» **What you will do**
Nothing in the listing may be skipped; repeat it all exactly.

» **Working data**
------------------------------------------------

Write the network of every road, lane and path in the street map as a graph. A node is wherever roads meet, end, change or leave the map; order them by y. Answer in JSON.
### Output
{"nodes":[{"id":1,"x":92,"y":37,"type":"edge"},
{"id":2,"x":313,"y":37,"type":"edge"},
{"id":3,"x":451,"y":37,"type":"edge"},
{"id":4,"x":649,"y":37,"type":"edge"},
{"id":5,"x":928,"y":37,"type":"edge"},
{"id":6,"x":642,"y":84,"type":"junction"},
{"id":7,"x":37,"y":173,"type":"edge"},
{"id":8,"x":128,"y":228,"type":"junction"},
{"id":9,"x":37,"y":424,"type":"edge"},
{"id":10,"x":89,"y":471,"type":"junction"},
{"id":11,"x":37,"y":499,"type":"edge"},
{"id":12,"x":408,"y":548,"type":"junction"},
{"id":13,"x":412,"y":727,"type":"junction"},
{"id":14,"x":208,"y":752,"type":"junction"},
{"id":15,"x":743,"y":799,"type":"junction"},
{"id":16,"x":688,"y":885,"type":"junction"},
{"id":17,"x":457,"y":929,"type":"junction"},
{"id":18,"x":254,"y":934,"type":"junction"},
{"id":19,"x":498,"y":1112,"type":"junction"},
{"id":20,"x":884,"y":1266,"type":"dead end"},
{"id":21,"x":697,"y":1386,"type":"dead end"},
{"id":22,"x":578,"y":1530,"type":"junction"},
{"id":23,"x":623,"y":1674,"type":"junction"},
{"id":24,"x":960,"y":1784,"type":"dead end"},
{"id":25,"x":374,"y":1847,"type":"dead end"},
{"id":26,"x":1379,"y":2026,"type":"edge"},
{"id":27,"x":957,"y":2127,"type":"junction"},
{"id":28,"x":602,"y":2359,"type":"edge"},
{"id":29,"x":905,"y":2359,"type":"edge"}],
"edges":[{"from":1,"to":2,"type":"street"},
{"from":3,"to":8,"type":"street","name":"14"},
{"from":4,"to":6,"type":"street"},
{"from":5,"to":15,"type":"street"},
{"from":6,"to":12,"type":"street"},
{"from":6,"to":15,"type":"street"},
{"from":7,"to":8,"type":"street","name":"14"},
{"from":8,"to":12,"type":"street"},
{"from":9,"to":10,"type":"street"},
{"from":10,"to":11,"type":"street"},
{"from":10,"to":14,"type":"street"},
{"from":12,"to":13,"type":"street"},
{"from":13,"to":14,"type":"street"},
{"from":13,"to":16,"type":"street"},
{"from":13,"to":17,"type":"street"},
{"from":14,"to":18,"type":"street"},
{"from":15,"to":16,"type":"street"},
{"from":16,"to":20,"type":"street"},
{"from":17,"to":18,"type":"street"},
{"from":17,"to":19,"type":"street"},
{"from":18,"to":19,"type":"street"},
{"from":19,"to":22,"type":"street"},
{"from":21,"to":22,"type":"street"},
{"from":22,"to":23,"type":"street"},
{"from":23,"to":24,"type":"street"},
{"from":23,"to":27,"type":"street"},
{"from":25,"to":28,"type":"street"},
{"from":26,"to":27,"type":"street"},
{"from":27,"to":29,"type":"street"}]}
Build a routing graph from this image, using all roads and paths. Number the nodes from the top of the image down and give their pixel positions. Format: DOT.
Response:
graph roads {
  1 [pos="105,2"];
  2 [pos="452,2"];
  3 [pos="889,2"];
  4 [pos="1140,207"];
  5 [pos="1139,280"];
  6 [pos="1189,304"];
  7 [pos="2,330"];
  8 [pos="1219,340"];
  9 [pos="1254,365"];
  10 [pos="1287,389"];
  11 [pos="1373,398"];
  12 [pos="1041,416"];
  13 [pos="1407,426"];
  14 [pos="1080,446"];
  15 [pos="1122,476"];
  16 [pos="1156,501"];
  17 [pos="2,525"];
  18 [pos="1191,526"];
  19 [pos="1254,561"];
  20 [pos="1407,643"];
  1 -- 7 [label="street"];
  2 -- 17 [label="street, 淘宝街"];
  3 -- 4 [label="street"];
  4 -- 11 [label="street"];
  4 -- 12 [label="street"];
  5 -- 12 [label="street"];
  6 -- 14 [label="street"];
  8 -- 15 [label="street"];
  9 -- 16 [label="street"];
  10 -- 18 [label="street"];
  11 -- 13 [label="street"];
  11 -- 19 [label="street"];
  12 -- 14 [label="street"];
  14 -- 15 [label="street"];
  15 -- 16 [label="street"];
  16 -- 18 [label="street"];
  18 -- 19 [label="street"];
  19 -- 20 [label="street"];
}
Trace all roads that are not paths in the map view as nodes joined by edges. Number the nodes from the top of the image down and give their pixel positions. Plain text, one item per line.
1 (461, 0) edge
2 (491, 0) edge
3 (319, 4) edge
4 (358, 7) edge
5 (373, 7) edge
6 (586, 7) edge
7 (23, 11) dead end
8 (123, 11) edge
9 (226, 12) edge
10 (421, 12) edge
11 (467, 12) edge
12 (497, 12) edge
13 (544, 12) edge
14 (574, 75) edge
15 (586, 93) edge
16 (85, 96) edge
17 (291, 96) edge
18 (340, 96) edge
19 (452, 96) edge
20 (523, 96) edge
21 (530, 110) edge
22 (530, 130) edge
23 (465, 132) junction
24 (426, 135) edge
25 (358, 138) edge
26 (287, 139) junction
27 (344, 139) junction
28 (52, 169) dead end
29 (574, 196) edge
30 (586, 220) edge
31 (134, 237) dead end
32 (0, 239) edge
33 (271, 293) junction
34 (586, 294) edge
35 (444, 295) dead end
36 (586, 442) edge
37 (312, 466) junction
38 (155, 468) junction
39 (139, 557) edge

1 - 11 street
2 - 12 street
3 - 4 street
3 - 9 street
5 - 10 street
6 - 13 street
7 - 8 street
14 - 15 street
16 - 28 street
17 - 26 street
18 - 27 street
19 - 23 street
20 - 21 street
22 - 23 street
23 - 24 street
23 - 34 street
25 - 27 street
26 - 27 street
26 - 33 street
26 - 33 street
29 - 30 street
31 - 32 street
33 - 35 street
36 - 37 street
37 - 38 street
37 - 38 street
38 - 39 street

------------------------------------------------

» **Response below**
Write the network of every road, lane and path in the street map as a graph. A node is wherever roads meet, end, change or leave the map; order them by y. Answer in JSON.
### Output
{"nodes":[{"id":1,"x":92,"y":37,"type":"edge"},
{"id":2,"x":313,"y":37,"type":"edge"},
{"id":3,"x":451,"y":37,"type":"edge"},
{"id":4,"x":649,"y":37,"type":"edge"},
{"id":5,"x":928,"y":37,"type":"edge"},
{"id":6,"x":642,"y":84,"type":"junction"},
{"id":7,"x":37,"y":173,"type":"edge"},
{"id":8,"x":128,"y":228,"type":"junction"},
{"id":9,"x":37,"y":424,"type":"edge"},
{"id":10,"x":89,"y":471,"type":"junction"},
{"id":11,"x":37,"y":499,"type":"edge"},
{"id":12,"x":408,"y":548,"type":"junction"},
{"id":13,"x":412,"y":727,"type":"junction"},
{"id":14,"x":208,"y":752,"type":"junction"},
{"id":15,"x":743,"y":799,"type":"junction"},
{"id":16,"x":688,"y":885,"type":"junction"},
{"id":17,"x":457,"y":929,"type":"junction"},
{"id":18,"x":254,"y":934,"type":"junction"},
{"id":19,"x":498,"y":1112,"type":"junction"},
{"id":20,"x":884,"y":1266,"type":"dead end"},
{"id":21,"x":697,"y":1386,"type":"dead end"},
{"id":22,"x":578,"y":1530,"type":"junction"},
{"id":23,"x":623,"y":1674,"type":"junction"},
{"id":24,"x":960,"y":1784,"type":"dead end"},
{"id":25,"x":374,"y":1847,"type":"dead end"},
{"id":26,"x":1379,"y":2026,"type":"edge"},
{"id":27,"x":957,"y":2127,"type":"junction"},
{"id":28,"x":602,"y":2359,"type":"edge"},
{"id":29,"x":905,"y":2359,"type":"edge"}],
"edges":[{"from":1,"to":2,"type":"street"},
{"from":3,"to":8,"type":"street","name":"14"},
{"from":4,"to":6,"type":"street"},
{"from":5,"to":15,"type":"street"},
{"from":6,"to":12,"type":"street"},
{"from":6,"to":15,"type":"street"},
{"from":7,"to":8,"type":"street","name":"14"},
{"from":8,"to":12,"type":"street"},
{"from":9,"to":10,"type":"street"},
{"from":10,"to":11,"type":"street"},
{"from":10,"to":14,"type":"street"},
{"from":12,"to":13,"type":"street"},
{"from":13,"to":14,"type":"street"},
{"from":13,"to":16,"type":"street"},
{"from":13,"to":17,"type":"street"},
{"from":14,"to":18,"type":"street"},
{"from":15,"to":16,"type":"street"},
{"from":16,"to":20,"type":"street"},
{"from":17,"to":18,"type":"street"},
{"from":17,"to":19,"type":"street"},
{"from":18,"to":19,"type":"street"},
{"from":19,"to":22,"type":"street"},
{"from":21,"to":22,"type":"street"},
{"from":22,"to":23,"type":"street"},
{"from":23,"to":24,"type":"street"},
{"from":23,"to":27,"type":"street"},
{"from":25,"to":28,"type":"street"},
{"from":26,"to":27,"type":"street"},
{"from":27,"to":29,"type":"street"}]}
Build a routing graph from this image, using all roads and paths. Number the nodes from the top of the image down and give their pixel positions. Format: DOT.
Response:
graph roads {
  1 [pos="105,2"];
  2 [pos="452,2"];
  3 [pos="889,2"];
  4 [pos="1140,207"];
  5 [pos="1139,280"];
  6 [pos="1189,304"];
  7 [pos="2,330"];
  8 [pos="1219,340"];
  9 [pos="1254,365"];
  10 [pos="1287,389"];
  11 [pos="1373,398"];
  12 [pos="1041,416"];
  13 [pos="1407,426"];
  14 [pos="1080,446"];
  15 [pos="1122,476"];
  16 [pos="1156,501"];
  17 [pos="2,525"];
  18 [pos="1191,526"];
  19 [pos="1254,561"];
  20 [pos="1407,643"];
  1 -- 7 [label="street"];
  2 -- 17 [label="street, 淘宝街"];
  3 -- 4 [label="street"];
  4 -- 11 [label="street"];
  4 -- 12 [label="street"];
  5 -- 12 [label="street"];
  6 -- 14 [label="street"];
  8 -- 15 [label="street"];
  9 -- 16 [label="street"];
  10 -- 18 [label="street"];
  11 -- 13 [label="street"];
  11 -- 19 [label="street"];
  12 -- 14 [label="street"];
  14 -- 15 [label="street"];
  15 -- 16 [label="street"];
  16 -- 18 [label="street"];
  18 -- 19 [label="street"];
  19 -- 20 [label="street"];
}
Trace all roads that are not paths in the map view as nodes joined by edges. Number the nodes from the top of the image down and give their pixel positions. Plain text, one item per line.
1 (461, 0) edge
2 (491, 0) edge
3 (319, 4) edge
4 (358, 7) edge
5 (373, 7) edge
6 (586, 7) edge
7 (23, 11) dead end
8 (123, 11) edge
9 (226, 12) edge
10 (421, 12) edge
11 (467, 12) edge
12 (497, 12) edge
13 (544, 12) edge
14 (574, 75) edge
15 (586, 93) edge
16 (85, 96) edge
17 (291, 96) edge
18 (340, 96) edge
19 (452, 96) edge
20 (523, 96) edge
21 (530, 110) edge
22 (530, 130) edge
23 (465, 132) junction
24 (426, 135) edge
25 (358, 138) edge
26 (287, 139) junction
27 (344, 139) junction
28 (52, 169) dead end
29 (574, 196) edge
30 (586, 220) edge
31 (134, 237) dead end
32 (0, 239) edge
33 (271, 293) junction
34 (586, 294) edge
35 (444, 295) dead end
36 (586, 442) edge
37 (312, 466) junction
38 (155, 468) junction
39 (139, 557) edge

1 - 11 street
2 - 12 street
3 - 4 street
3 - 9 street
5 - 10 street
6 - 13 street
7 - 8 street
14 - 15 street
16 - 28 street
17 - 26 street
18 - 27 street
19 - 23 street
20 - 21 street
22 - 23 street
23 - 24 street
23 - 34 street
25 - 27 street
26 - 27 street
26 - 33 street
26 - 33 street
29 - 30 street
31 - 32 street
33 - 35 street
36 - 37 street
37 - 38 street
37 - 38 street
38 - 39 street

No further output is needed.